In one sense, it’s hard for me to realize that I have been an ordained pastor for nearly 39 years now…but it’s true. I graduated from Pittsburgh Theological Seminary in Pittsburgh, PA in 1975. Yep…that does equal 39 years…the same as Jack Benny’s perpetual age (some of you will remember him-cultural reference). I enjoyed living in Pittsburgh, and visiting “The Point.” The “Point” was the location of the convergence of two rivers, the Allegheny and the Monongahela, where they merged to form the Ohio River. From any vantage point, it was an impressive sight. So why am I referencing this in today’s thoughts on prayer? Actually, the inspiration comes from a quote by one of my favorite theologians, Oswald Chambers. He said this of prayer:

“Learn to be vicarious in public prayer.
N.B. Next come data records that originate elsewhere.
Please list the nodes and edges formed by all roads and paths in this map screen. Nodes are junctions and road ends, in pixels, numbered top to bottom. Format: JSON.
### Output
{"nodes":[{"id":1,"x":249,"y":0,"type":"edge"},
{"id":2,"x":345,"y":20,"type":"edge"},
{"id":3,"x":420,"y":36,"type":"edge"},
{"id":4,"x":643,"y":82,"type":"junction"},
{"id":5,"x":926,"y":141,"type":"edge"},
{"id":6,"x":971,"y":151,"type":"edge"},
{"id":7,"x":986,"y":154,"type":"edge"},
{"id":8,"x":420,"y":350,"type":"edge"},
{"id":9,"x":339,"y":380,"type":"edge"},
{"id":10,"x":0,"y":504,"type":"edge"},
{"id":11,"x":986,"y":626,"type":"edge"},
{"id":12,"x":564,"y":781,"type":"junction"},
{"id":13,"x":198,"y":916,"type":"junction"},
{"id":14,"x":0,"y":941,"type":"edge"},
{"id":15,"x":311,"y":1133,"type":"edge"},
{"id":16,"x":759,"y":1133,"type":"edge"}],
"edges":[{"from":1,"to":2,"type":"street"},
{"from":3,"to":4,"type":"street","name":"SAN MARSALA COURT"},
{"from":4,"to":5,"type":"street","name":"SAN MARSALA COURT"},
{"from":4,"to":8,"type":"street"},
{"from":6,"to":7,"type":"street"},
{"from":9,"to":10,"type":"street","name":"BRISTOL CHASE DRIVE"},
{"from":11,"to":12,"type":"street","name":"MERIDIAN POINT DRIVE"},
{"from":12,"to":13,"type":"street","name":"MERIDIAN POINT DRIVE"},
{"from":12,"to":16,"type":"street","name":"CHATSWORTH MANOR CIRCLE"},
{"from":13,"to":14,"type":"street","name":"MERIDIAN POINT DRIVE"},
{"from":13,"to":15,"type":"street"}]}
Allow two rivers to come through you: the river of God, and the river of human interests. Beware of the danger of preaching in prayer, of being doctrinal.” 

Most of us know that one of the definitions of the word “Vicarious” is to “live” someone else’s experience in our own mind. For example, a would-be athlete may imagine himself or herself as a sports hero who really has succeeded. When I was a kid, I imagined myself as Mickey Mantle, hitting the winning home run in a world series game, living ‘vicariously” through his success. That’s one definition of the word. but there is another, more primary definition. “Vicarious” also means “performed, exercised, received, or suffered in place of another”.When Chambers suggests that we learn to be vicarious in public prayer, he is speaking to the preacher in me. He is saying that there is a tendency, at times, to make praying preaching. It’s much more of an issue in public prayer than in private prayer. When you are praying alone, it is naturally more conversational. Public prayer, however, lends itself more to the temptation of the one praying to continue a theme to try to make a point than to actually pray with empathy. He is suggesting that as we pray in public, we not get “preachy”. Rather, we connect with God while being sensitive to those around us as well. Those are the “two rivers” to which he refers. Praying like that is not done for show. It is unpretentious. That was the problem Jesus addressed with the Pharisees in no uncertain terms. Their praying was more about them than it was about God. Be vicarious in your public praying. Be genuine. Be unpretentious. All those two river…the river of God and the river of human interests, to flow through and converge to form one glorious stream. Let’s pray!

Holy Lord God; bring a convergence of compassion and Christ-centered prayer to our conversations with you, both in private and in public. teach us to pray like that, lord, we ask in Jesus’ Name. Amen!